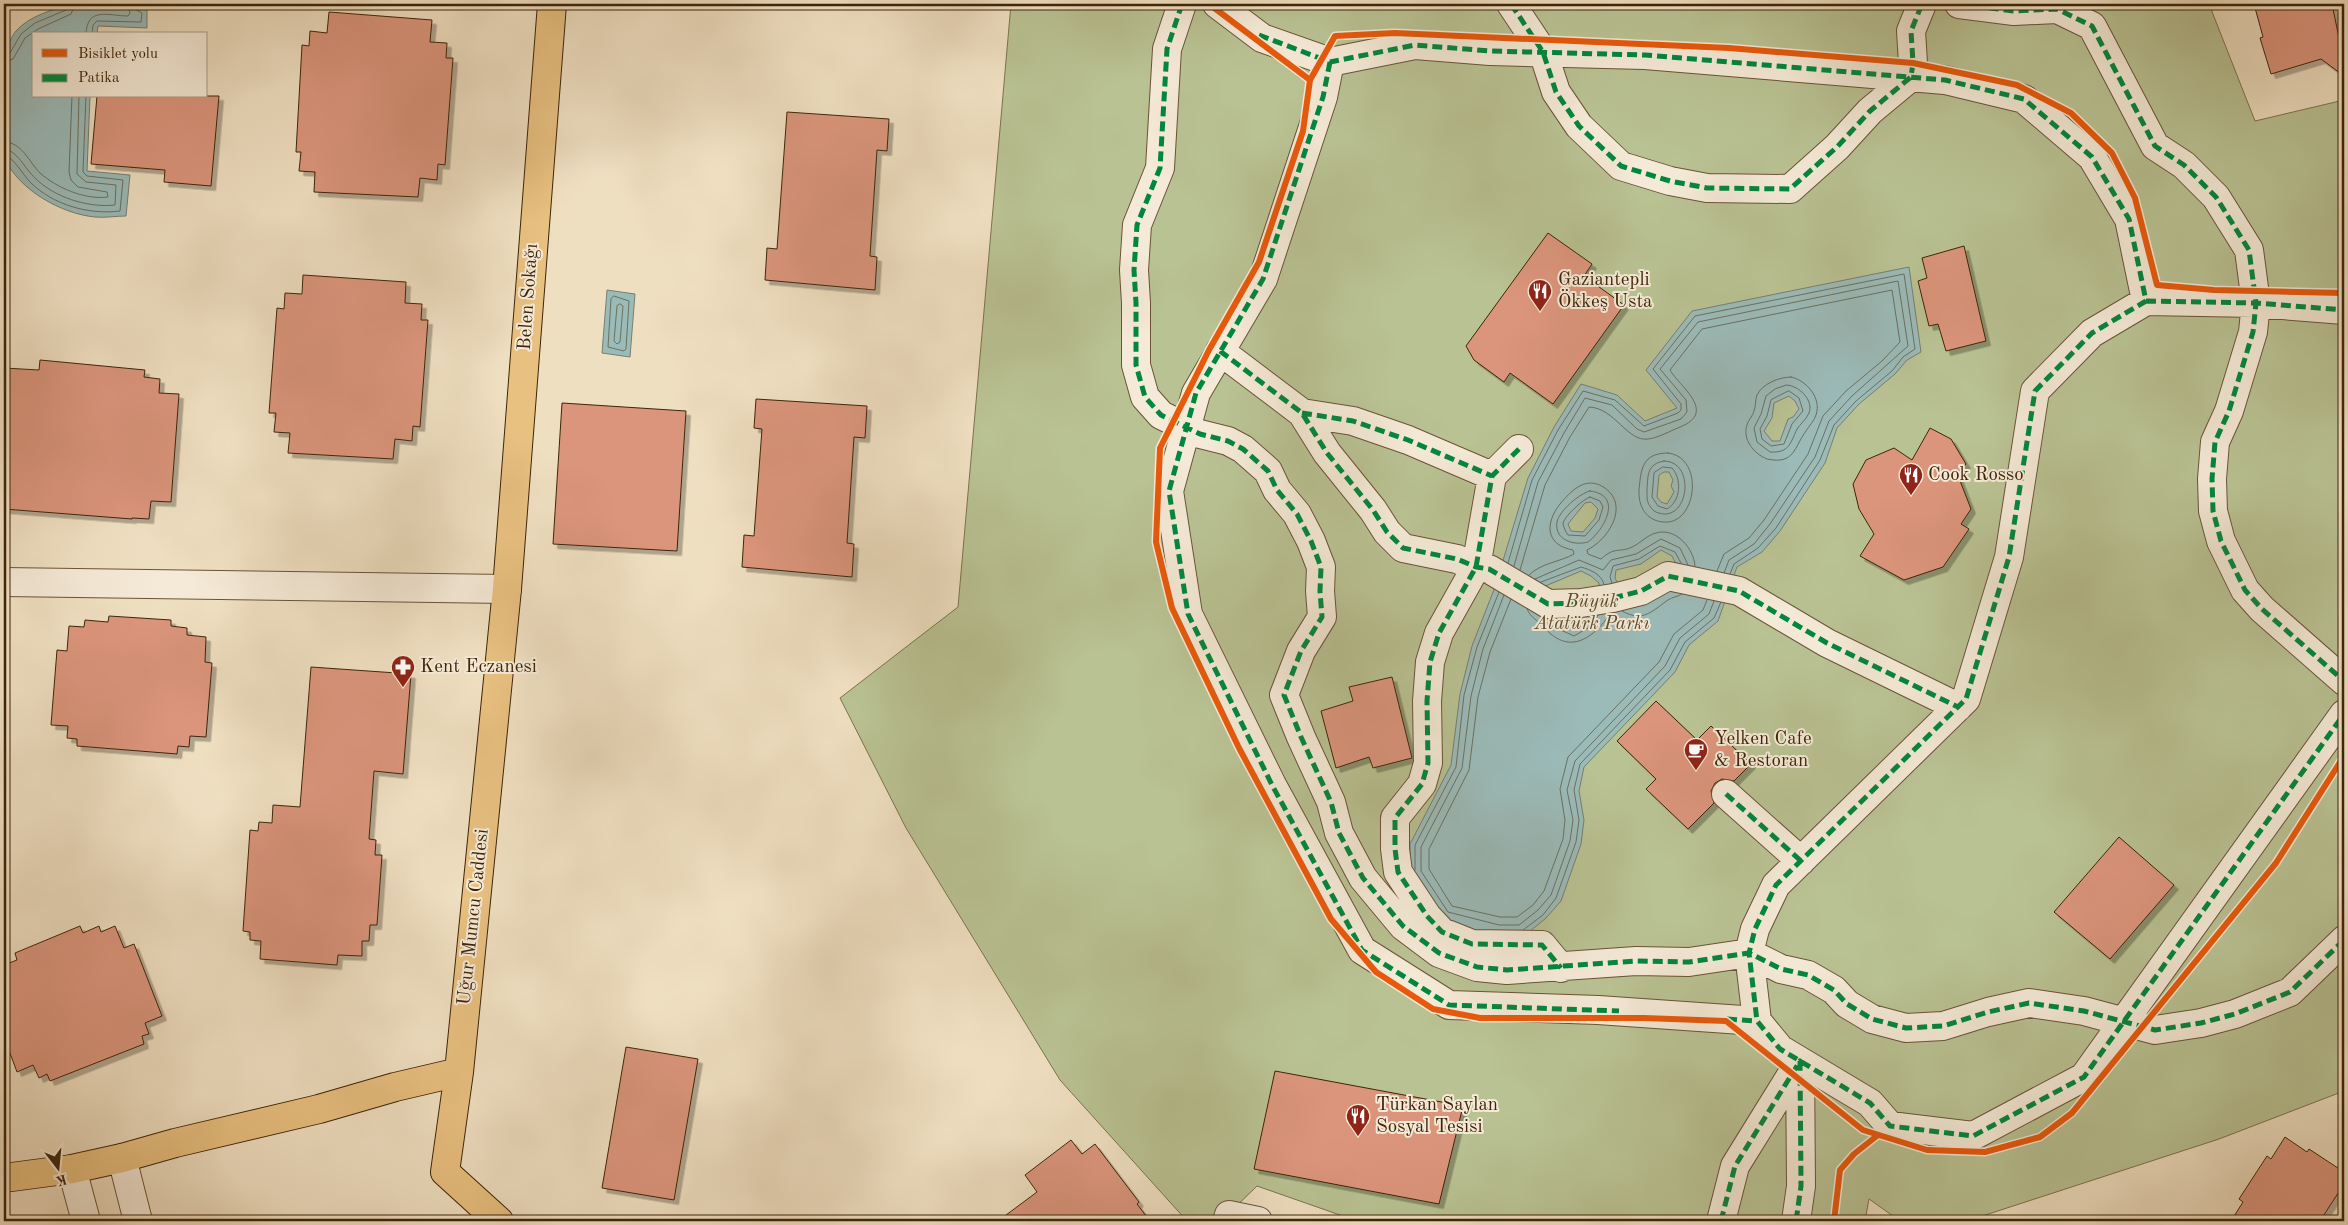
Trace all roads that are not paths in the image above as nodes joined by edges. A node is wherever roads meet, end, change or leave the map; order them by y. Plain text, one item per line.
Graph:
1 (552, 4) edge
2 (1182, 4) edge
3 (1217, 4) edge
4 (1511, 4) edge
5 (1922, 4) edge
6 (1959, 4) edge
7 (1543, 52) junction
8 (1330, 62) junction
9 (1911, 77) junction
10 (2146, 301) junction
11 (2256, 303) junction
12 (2344, 310) edge
13 (1220, 351) junction
14 (1302, 413) junction
15 (1187, 426) junction
16 (1519, 449) dead end
17 (1492, 476) junction
18 (1476, 567) junction
19 (4, 582) edge
20 (507, 589) junction
21 (2344, 681) edge
22 (1958, 707) junction
23 (2344, 714) edge
24 (1726, 794) dead end
25 (1801, 861) junction
26 (2344, 940) edge
27 (1749, 953) junction
28 (1561, 968) junction
29 (1757, 1021) junction
30 (2123, 1022) junction
31 (1800, 1061) junction
32 (459, 1072) junction
33 (122, 1158) junction
34 (72, 1169) junction
35 (4, 1178) edge
36 (86, 1221) edge
37 (138, 1221) edge
38 (499, 1221) edge
39 (1227, 1221) edge
40 (1258, 1221) edge
41 (1720, 1221) edge
42 (1796, 1221) edge

1 - 20 main road, Belen Sokağı
2 - 15 street
3 - 8 street
4 - 7 street
5 - 9 street
6 - 11 street
7 - 8 street
7 - 9 street
7 - 9 street
8 - 13 street
9 - 10 street
10 - 11 street
10 - 22 street
11 - 12 street
11 - 21 street
13 - 14 street
13 - 15 street
14 - 17 street
14 - 18 street
15 - 28 street
15 - 29 street
16 - 17 street
17 - 18 street
18 - 22 street
18 - 28 street
19 - 20 street
20 - 32 main road, Uğur Mumcu Caddesi
22 - 25 street
23 - 30 street
24 - 25 street
25 - 27 street
26 - 30 street
27 - 28 street
27 - 29 street
27 - 30 street
29 - 31 street
30 - 31 street
31 - 41 street
31 - 42 street
32 - 33 main road
32 - 38 main road, Uğur Mumcu Caddesi
33 - 34 main road
33 - 37 street
34 - 35 main road
34 - 36 street
39 - 40 street

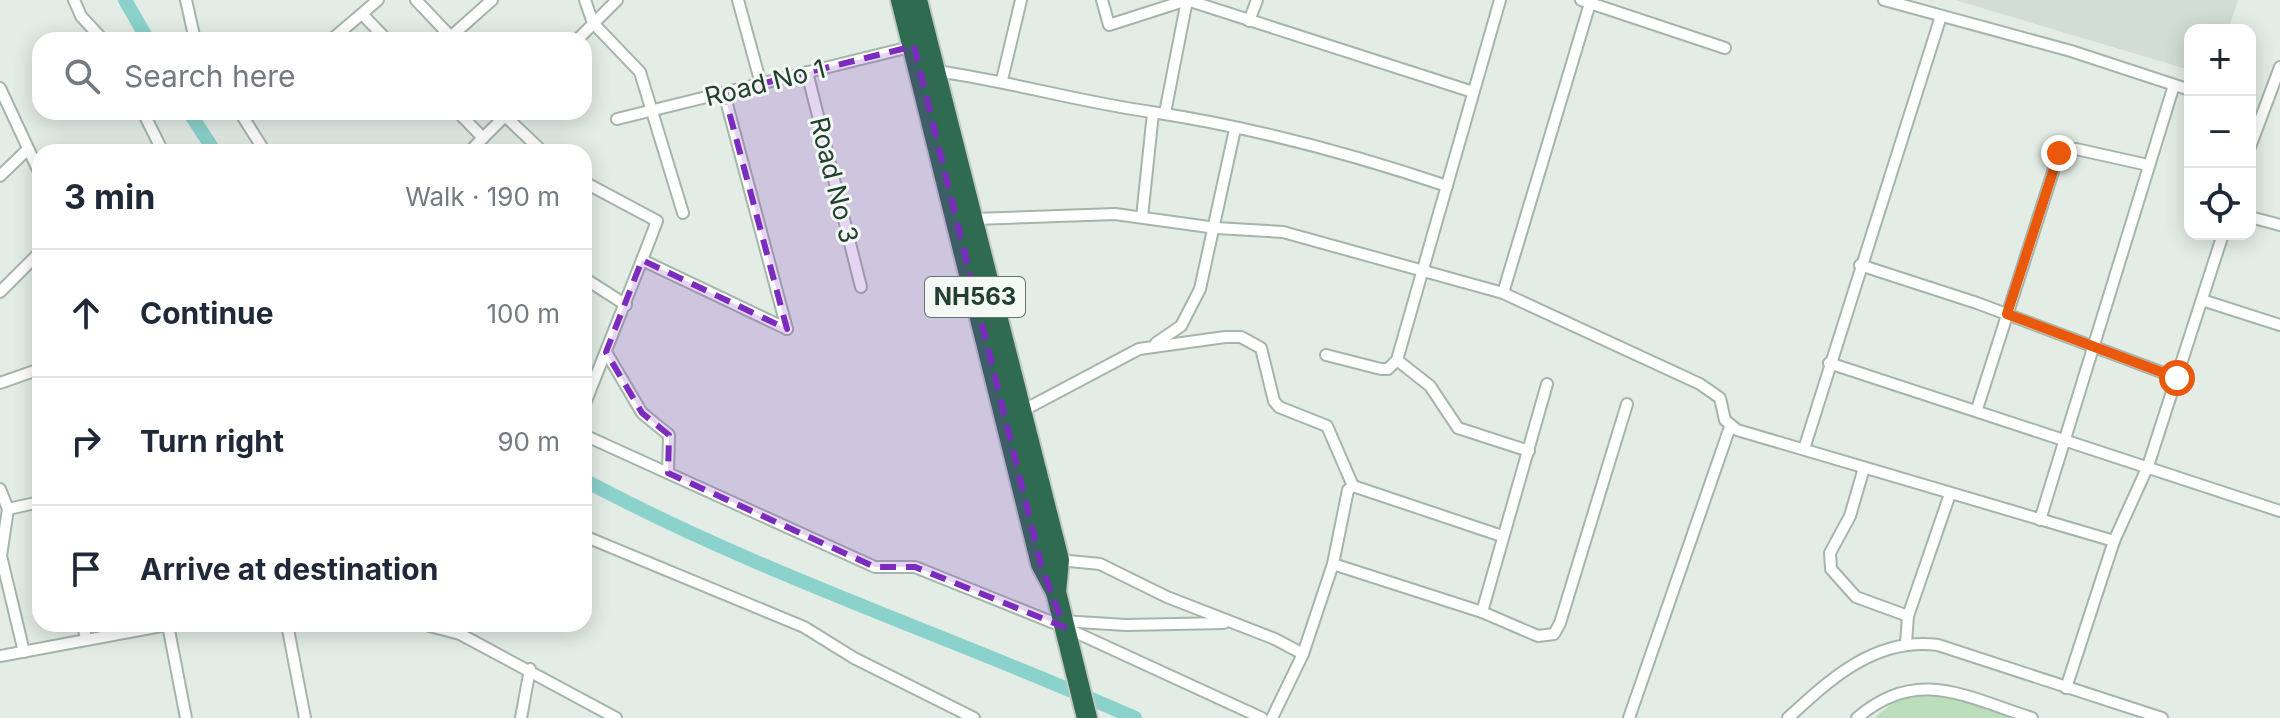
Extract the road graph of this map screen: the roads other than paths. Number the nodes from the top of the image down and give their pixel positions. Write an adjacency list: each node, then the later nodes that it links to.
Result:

+ + + +

**WHAT TO WORK ON**
Restate the data word for word, minus any images.

**RESPONSE**
Trace all roads that are not paths in the image above as nodes joined by edges. A node is wherever roads meet, end, change or leave the map; order them by y. Plain text, one item per line.
Graph:
1 (552, 4) edge
2 (1182, 4) edge
3 (1217, 4) edge
4 (1511, 4) edge
5 (1922, 4) edge
6 (1959, 4) edge
7 (1543, 52) junction
8 (1330, 62) junction
9 (1911, 77) junction
10 (2146, 301) junction
11 (2256, 303) junction
12 (2344, 310) edge
13 (1220, 351) junction
14 (1302, 413) junction
15 (1187, 426) junction
16 (1519, 449) dead end
17 (1492, 476) junction
18 (1476, 567) junction
19 (4, 582) edge
20 (507, 589) junction
21 (2344, 681) edge
22 (1958, 707) junction
23 (2344, 714) edge
24 (1726, 794) dead end
25 (1801, 861) junction
26 (2344, 940) edge
27 (1749, 953) junction
28 (1561, 968) junction
29 (1757, 1021) junction
30 (2123, 1022) junction
31 (1800, 1061) junction
32 (459, 1072) junction
33 (122, 1158) junction
34 (72, 1169) junction
35 (4, 1178) edge
36 (86, 1221) edge
37 (138, 1221) edge
38 (499, 1221) edge
39 (1227, 1221) edge
40 (1258, 1221) edge
41 (1720, 1221) edge
42 (1796, 1221) edge

1 - 20 main road, Belen Sokağı
2 - 15 street
3 - 8 street
4 - 7 street
5 - 9 street
6 - 11 street
7 - 8 street
7 - 9 street
7 - 9 street
8 - 13 street
9 - 10 street
10 - 11 street
10 - 22 street
11 - 12 street
11 - 21 street
13 - 14 street
13 - 15 street
14 - 17 street
14 - 18 street
15 - 28 street
15 - 29 street
16 - 17 street
17 - 18 street
18 - 22 street
18 - 28 street
19 - 20 street
20 - 32 main road, Uğur Mumcu Caddesi
22 - 25 street
23 - 30 street
24 - 25 street
25 - 27 street
26 - 30 street
27 - 28 street
27 - 29 street
27 - 30 street
29 - 31 street
30 - 31 street
31 - 41 street
31 - 42 street
32 - 33 main road
32 - 38 main road, Uğur Mumcu Caddesi
33 - 34 main road
33 - 37 street
34 - 35 main road
34 - 36 street
39 - 40 street

Extract the road graph of this map screen: the roads other than paths. Number the nodes from the top of the image down and give their pixel positions. Write an adjacency list: each node, then the later nodes that it links to.
Result:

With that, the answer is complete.